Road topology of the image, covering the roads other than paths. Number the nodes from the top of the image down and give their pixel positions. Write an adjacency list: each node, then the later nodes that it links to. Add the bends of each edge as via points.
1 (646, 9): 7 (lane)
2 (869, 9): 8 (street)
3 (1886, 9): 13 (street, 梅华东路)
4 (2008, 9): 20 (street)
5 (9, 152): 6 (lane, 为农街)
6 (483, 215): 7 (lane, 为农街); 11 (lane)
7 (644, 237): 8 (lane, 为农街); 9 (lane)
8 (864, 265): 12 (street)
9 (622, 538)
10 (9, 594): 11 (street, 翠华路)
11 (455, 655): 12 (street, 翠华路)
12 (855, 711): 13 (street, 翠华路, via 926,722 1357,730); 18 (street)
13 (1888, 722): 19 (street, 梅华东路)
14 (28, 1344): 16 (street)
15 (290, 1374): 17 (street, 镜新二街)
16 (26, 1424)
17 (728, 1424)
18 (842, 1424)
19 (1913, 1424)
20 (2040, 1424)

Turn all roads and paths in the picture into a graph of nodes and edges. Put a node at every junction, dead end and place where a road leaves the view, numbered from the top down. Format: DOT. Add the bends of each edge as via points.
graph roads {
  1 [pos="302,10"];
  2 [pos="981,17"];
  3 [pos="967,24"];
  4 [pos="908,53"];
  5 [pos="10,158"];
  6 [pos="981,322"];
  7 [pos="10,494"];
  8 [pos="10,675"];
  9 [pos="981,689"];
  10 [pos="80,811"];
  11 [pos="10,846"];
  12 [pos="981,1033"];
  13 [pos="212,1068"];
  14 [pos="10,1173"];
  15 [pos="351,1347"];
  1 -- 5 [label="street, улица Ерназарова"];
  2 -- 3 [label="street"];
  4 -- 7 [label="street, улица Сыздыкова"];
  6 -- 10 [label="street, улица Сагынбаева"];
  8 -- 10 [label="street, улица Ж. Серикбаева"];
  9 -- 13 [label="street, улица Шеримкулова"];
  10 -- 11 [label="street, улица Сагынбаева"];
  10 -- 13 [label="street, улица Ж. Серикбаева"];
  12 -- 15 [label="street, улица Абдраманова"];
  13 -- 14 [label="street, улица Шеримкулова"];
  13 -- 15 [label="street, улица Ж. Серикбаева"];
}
================
WHAT IS BEING ASKED: Take the line that holds "Turn all roads" as the first and the last line of the material as the final one. Print that span exactly, both ends included.

RESULT:
Turn all roads and paths in the picture into a graph of nodes and edges. Put a node at every junction, dead end and place where a road leaves the view, numbered from the top down. Format: DOT. Add the bends of each edge as via points.
graph roads {
  1 [pos="302,10"];
  2 [pos="981,17"];
  3 [pos="967,24"];
  4 [pos="908,53"];
  5 [pos="10,158"];
  6 [pos="981,322"];
  7 [pos="10,494"];
  8 [pos="10,675"];
  9 [pos="981,689"];
  10 [pos="80,811"];
  11 [pos="10,846"];
  12 [pos="981,1033"];
  13 [pos="212,1068"];
  14 [pos="10,1173"];
  15 [pos="351,1347"];
  1 -- 5 [label="street, улица Ерназарова"];
  2 -- 3 [label="street"];
  4 -- 7 [label="street, улица Сыздыкова"];
  6 -- 10 [label="street, улица Сагынбаева"];
  8 -- 10 [label="street, улица Ж. Серикбаева"];
  9 -- 13 [label="street, улица Шеримкулова"];
  10 -- 11 [label="street, улица Сагынбаева"];
  10 -- 13 [label="street, улица Ж. Серикбаева"];
  12 -- 15 [label="street, улица Абдраманова"];
  13 -- 14 [label="street, улица Шеримкулова"];
  13 -- 15 [label="street, улица Ж. Серикбаева"];
}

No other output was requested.